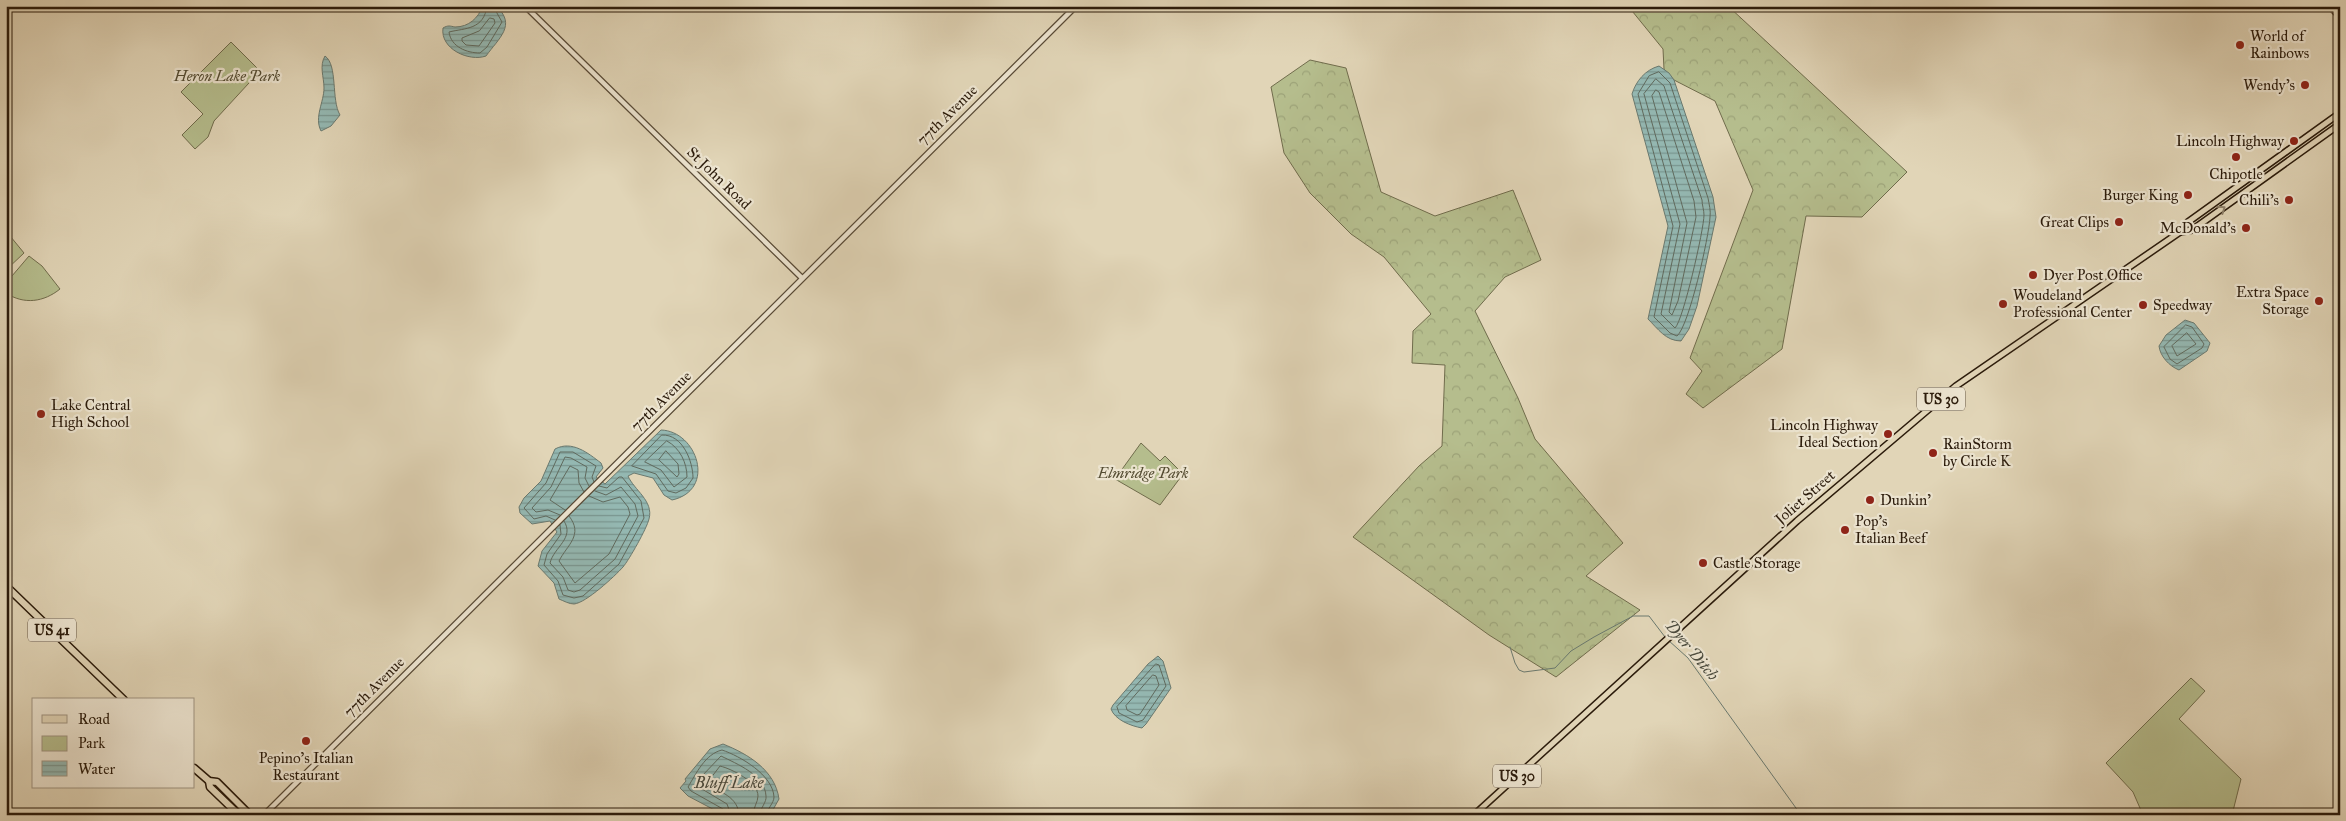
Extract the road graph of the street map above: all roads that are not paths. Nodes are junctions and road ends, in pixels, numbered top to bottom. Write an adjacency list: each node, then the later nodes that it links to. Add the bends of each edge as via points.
1 (525, 6): 8 (street, St John Road)
2 (1076, 6): 8 (street, 77th Avenue)
3 (2329, 6): 4 (street)
4 (2340, 17)
5 (2340, 113): 7 (main road, Joliet Street / US 30, via 2188,222)
6 (2340, 124): 7 (main road, Joliet Street / US 30, one-way to 6, via 2192,230)
7 (2180, 232): 16 (main road, Joliet Street / US 30, via 1956,386 1797,521)
8 (802, 278): 15 (street, 77th Avenue)
9 (6, 586): 10 (highway, US 41)
10 (122, 698)
11 (195, 769): 12 (highway)
12 (209, 781): 13 (highway, via 210,787); 14 (highway, via 217,782)
13 (239, 815)
14 (250, 815)
15 (264, 815)
16 (1474, 815)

* Exercise description
Return the entries unchanged, save for the pictures, which do not belong in the copy.

* Solution to this problem
Extract the road graph of the street map above: all roads that are not paths. Nodes are junctions and road ends, in pixels, numbered top to bottom. Write an adjacency list: each node, then the later nodes that it links to. Add the bends of each edge as via points.
1 (525, 6): 8 (street, St John Road)
2 (1076, 6): 8 (street, 77th Avenue)
3 (2329, 6): 4 (street)
4 (2340, 17)
5 (2340, 113): 7 (main road, Joliet Street / US 30, via 2188,222)
6 (2340, 124): 7 (main road, Joliet Street / US 30, one-way to 6, via 2192,230)
7 (2180, 232): 16 (main road, Joliet Street / US 30, via 1956,386 1797,521)
8 (802, 278): 15 (street, 77th Avenue)
9 (6, 586): 10 (highway, US 41)
10 (122, 698)
11 (195, 769): 12 (highway)
12 (209, 781): 13 (highway, via 210,787); 14 (highway, via 217,782)
13 (239, 815)
14 (250, 815)
15 (264, 815)
16 (1474, 815)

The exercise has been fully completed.